Handpicking: We can take advantage of the homing and nocturnal habits of snails by going out at night, about 20 minutes after dark, with a torch, or early in the morning. The snails can be seen coming out of hiding, following the silvery trail of the lead snail or the silver highway from previous treks. Although time consuming , this technique can be very effective if done regularly. Pick daily at first until the population is reduced, then as needed, at least once a week. When disposing of snails caught in traps or picked by hand, crush them and dispose of their bodies, as mature eggs in the snail body may still hatch. Feed them to chooks or if brave, clean them by keeping them in a container of plain flour for a day or two and eat them yourself. Snails are 12-18% protein, low in calories and rich in minerals.
Management Barriers: Any dry dusty or sharp material can be a barrier to snails. Hydrated lime, wood ash, sharp sand or similar materials are useful. A band 20cms wide and 1 cm high is required. The effectiveness of barriers is reduced when wet so locate them away from watering points. Snail fences may also be made from galvanised metal, window screen wire and similar materials. 30 mesh copper screens can be nailed to trees to prevent climbing, or steel wool can be wound around trestle legs in glass houses. Electric fencing for snails is simply made and has the advantage of being more effective when wet!

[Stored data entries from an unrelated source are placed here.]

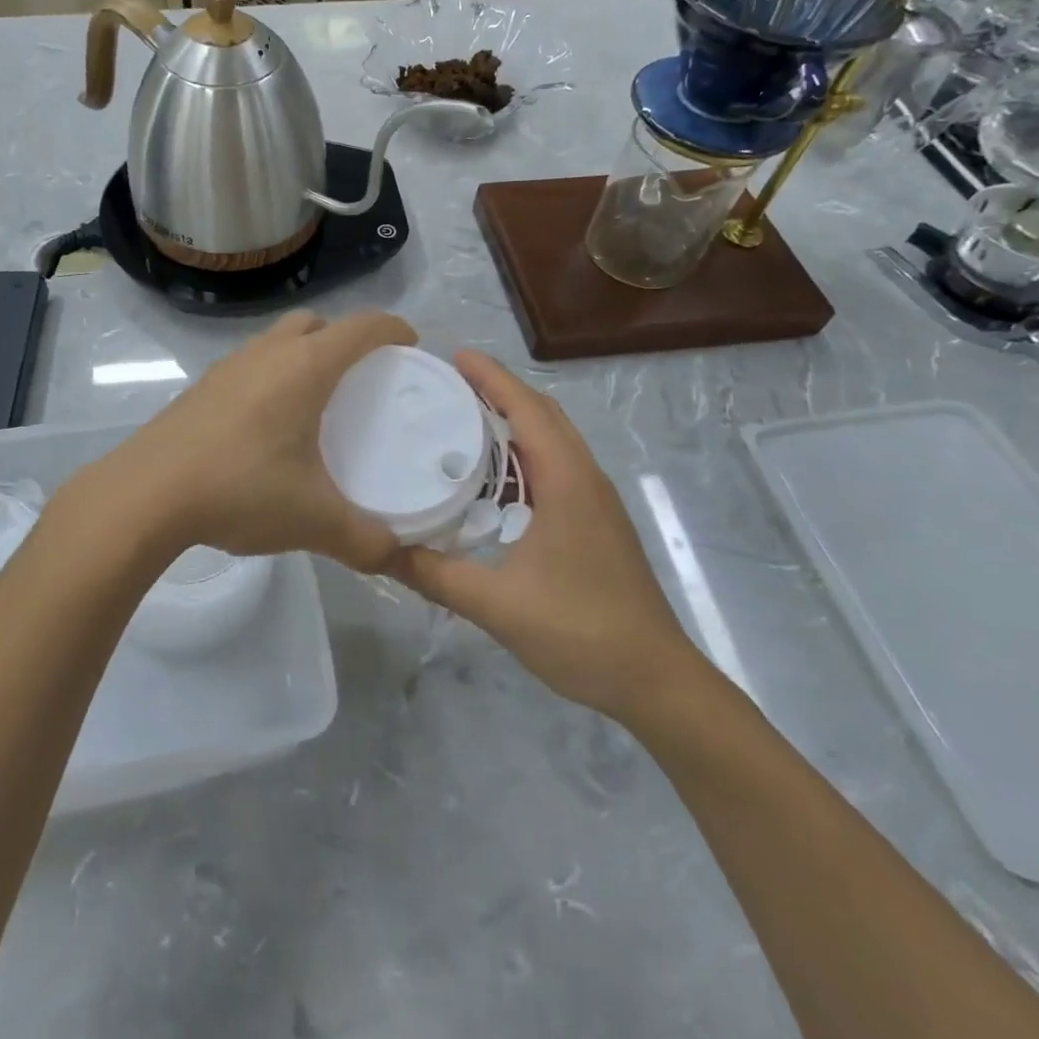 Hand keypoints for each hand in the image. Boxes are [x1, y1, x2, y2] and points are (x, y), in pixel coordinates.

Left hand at [69, 310, 416, 574]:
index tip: (411, 346)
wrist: (145, 494)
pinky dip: (271, 378)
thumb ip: (364, 541)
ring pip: (277, 341)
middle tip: (362, 378)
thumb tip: (396, 557)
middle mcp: (267, 354)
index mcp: (304, 367)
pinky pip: (249, 366)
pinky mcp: (201, 388)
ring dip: (303, 355)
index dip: (393, 328)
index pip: (362, 327)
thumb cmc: (240, 489)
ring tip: (316, 402)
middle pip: (316, 323)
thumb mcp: (313, 520)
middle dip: (345, 339)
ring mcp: (228, 367)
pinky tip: (268, 426)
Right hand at [392, 350, 707, 722]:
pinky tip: (496, 480)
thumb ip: (436, 576)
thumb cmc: (581, 632)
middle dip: (500, 391)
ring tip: (465, 419)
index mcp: (567, 483)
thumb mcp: (497, 605)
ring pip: (554, 441)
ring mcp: (596, 502)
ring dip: (515, 421)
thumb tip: (382, 550)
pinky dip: (525, 454)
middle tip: (449, 384)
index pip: (527, 410)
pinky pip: (557, 467)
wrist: (656, 681)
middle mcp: (585, 480)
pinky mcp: (596, 524)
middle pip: (543, 415)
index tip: (454, 357)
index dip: (492, 379)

Repellents: Wormwood, prostrate rosemary, acacia bark, and oak leaves are disliked by snails and make good repellent mulches. Wormwood is also effective as a spray. Stinging nettle as a companion plant also works. Basil and rue may also have some use as a repellent.
Biological Controls: The viscid slime that slugs produce repels many creatures, however toads, bullfrogs, lizards, some birds, turtles, small native marsupials and some other creatures may eat snails. Some flies lay eggs on snails and the young become parasites.
Poultry can be effective snail controllers, duck have a good searching habit, probing under plants with their beaks, but chooks and geese are also good. Feed poultry on greens before releasing them into the garden, they will then be seeking a protein diet. You may need to control their access to seedlings.
Many small ground dwelling arthropods will attack small snails, before the shell hardens or the slime layer gets too thick. They may also eat eggs. Rove beetles or ground beetles (the long black one that is often found in large numbers around compost) are very good, as are centipedes.
Poisons: A combination of the above methods will usually work. Don’t expect just one method to be enough.